The Water Well Trust, the only national nonprofit helping low income Americans get access to a clean, safe water supply, announced that it is still seeking eligible households from 5 counties in New York to receive new water wells or rehabilitate existing wells before available funding expires on September 30, 2018.

The Water Well Trust (WWT) received a matching grant from the U.S. Department of Agriculture (USDA) for a project to increase potable water availability to households in 5 rural New York counties, including Columbia, Delaware, Montgomery, Rensselaer, and Tompkins.

To date, the Water Well Trust has completed water well projects in Delaware, Rensselaer, and Tompkins. Funds are still available for low-interest loans to eligible individual households for a new water well or rehabilitation of an existing water well. WWT limits funding to a maximum of $11,000 per household. Loans have an interest rate of 1% with terms of up to 20 years.

To qualify for a WWT loan, New York applicants must be the owner and occupant of the home as their primary residence. In addition, the annual household income for the applicant and all other occupants of the home must not exceed a combined total of $64,300.

Prospective applicants can download the application from the website and mail it in, apply online, or call 202-625-4383 for more information.

The Water Well Trust is a 501(c)3 organization created by the Water Systems Council to provide a clean water supply to American families living without access to a precious resource most of us take for granted.

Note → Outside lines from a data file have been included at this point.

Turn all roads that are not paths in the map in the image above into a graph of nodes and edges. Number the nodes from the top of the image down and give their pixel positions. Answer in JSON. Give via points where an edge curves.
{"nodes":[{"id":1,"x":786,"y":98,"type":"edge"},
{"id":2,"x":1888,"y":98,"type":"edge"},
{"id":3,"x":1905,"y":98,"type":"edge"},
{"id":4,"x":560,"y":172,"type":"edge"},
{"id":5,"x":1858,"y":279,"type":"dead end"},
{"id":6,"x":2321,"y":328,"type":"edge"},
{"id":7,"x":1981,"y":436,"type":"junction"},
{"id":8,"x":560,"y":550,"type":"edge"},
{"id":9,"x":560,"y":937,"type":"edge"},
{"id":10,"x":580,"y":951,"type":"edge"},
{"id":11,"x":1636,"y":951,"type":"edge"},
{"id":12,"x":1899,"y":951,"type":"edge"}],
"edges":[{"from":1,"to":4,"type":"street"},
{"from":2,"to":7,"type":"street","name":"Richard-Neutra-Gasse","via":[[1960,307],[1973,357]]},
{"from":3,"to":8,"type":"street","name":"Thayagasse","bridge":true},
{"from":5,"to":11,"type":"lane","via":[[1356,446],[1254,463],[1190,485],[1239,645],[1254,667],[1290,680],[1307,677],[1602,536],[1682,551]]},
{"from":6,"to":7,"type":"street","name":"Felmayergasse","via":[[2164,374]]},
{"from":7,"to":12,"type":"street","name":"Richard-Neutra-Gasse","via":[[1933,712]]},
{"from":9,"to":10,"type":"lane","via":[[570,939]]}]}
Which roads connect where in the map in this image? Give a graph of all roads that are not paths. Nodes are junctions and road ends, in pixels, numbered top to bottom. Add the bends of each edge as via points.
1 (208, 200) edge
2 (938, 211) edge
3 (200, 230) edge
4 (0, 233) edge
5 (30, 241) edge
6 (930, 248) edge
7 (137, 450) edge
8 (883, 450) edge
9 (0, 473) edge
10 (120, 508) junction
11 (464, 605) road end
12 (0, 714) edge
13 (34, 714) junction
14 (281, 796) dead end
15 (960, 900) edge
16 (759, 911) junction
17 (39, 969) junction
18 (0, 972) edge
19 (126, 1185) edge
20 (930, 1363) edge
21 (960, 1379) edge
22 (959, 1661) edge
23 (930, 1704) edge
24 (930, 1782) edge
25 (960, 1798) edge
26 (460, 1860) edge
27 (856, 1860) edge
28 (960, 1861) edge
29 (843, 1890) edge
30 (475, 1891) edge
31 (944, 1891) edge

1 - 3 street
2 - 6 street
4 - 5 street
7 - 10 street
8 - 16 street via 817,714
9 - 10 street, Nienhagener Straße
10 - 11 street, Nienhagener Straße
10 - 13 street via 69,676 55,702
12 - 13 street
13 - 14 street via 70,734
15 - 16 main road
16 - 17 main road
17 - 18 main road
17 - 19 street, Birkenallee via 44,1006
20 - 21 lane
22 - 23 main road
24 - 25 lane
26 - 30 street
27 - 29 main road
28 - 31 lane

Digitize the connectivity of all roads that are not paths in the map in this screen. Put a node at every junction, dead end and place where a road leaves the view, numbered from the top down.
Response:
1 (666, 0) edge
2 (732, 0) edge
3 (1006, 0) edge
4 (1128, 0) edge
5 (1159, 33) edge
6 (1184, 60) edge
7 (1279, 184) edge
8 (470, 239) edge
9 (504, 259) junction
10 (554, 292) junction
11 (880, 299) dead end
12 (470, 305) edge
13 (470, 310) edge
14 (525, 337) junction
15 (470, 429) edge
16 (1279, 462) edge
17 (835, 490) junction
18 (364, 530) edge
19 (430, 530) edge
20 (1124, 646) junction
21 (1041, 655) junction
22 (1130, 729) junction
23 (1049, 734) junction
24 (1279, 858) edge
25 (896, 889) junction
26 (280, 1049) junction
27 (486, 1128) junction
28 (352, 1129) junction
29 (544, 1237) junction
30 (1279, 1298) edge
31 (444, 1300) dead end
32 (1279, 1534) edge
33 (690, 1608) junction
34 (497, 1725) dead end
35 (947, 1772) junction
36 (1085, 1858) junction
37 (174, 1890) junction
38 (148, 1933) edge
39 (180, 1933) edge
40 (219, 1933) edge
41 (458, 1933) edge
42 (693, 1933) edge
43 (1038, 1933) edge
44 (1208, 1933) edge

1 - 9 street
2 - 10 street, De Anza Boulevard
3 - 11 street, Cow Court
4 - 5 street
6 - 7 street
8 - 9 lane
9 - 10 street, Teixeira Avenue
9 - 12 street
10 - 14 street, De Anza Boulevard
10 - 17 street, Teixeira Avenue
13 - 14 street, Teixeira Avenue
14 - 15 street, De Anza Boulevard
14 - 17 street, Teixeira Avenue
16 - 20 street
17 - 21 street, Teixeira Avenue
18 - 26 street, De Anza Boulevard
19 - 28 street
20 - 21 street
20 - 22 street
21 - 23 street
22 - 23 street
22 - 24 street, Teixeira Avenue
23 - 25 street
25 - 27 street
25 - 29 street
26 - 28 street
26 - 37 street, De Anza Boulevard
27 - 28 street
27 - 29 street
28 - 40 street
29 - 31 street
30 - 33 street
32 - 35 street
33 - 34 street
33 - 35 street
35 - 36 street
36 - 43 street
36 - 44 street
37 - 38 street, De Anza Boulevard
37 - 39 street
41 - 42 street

The WWT and its partners build wells for low-income families that need safe drinking water and is the only nonprofit organization solely dedicated to helping Americans get access to a clean, safe water supply.

The WWT serves Americans living primarily in rural, unincorporated areas or minority communities that may be isolated and difficult to reach, and those who live in areas where the extension of public water supplies to serve them doesn’t make economic sense.